DISTRICT OF COLUMBIA: Passes Revised HMO Appeals Law
The D.C. Council passed a patients' bill of rights measure yesterday that allows residents denied coverage from their health plans access to an independent review panel. At the last minute, however, council members attached a controversial amendment that some say might compromise the measure. The Washington Post reports that the move left consumer advocates scrambling to determine "whether the law was significantly weakened" by the last-minute provision stipulating that the "independent panels will not make the final judgement. HMOs can ignore panel decisions and patients then can take the cases to court." Under the new law, HMOs will perform informal reviews of patient complaints, which then go to an HMO-appointed panel for review.
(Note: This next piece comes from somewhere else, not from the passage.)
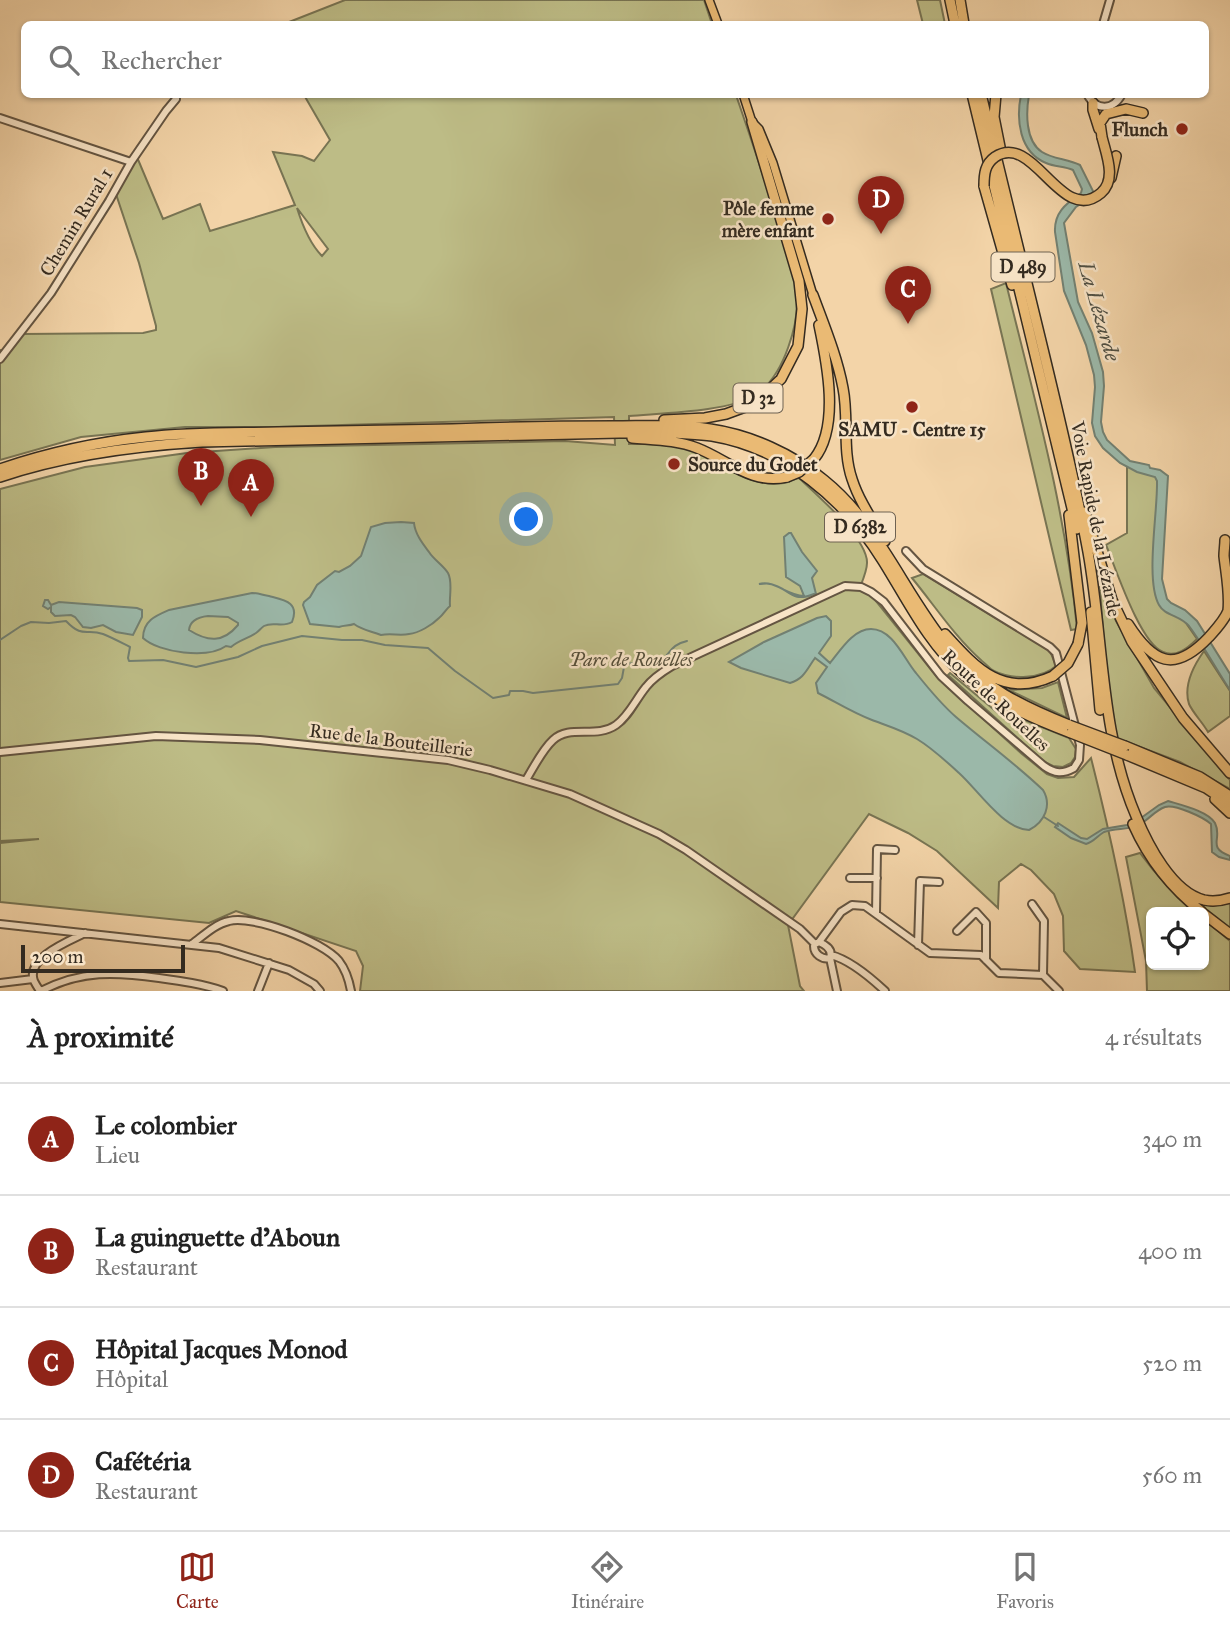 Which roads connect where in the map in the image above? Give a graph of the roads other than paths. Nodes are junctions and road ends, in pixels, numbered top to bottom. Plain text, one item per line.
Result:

The patient may appeal the panel decision to the D.C. Health Department director, who could steer the issue to an independent review panel. Following that panel decision, the Post reports, "either party can ignore the outcome and sue." Bill sponsor Sandy Allen (D) accepted the amendment "on the spot" and the measure received unanimous approval.
Both Sides Undermined?
Although council member Kevin Chavous (D) said his amendment was "intended only to remove ambiguous language from the bill," it left "lobbyists puzzled." Consumer advocates and HMO representatives alike expressed concern that it "undermined compromises they had worked out." Sue Anderson, law professor at George Washington University and a participant in the negotiations, said, "That really shocks me. The health plans tell me that they don't understand why all the harsh criticism and been leveled against managed care in the media. Now I see why, because they've done their darndest here in the District to get some legislation with no teeth in it." The HMO lobbyists similarly opposed the amendment, calling it a win for trial lawyers eager for more business. "To slip that in now ... it's bad faith," asserted David Wilmot, executive director of the D.C. HMO Association, "The trial lawyers were never at the table, and they come in at the eleventh hour and offer this amendment" (Goldstein/Williams, 12/16).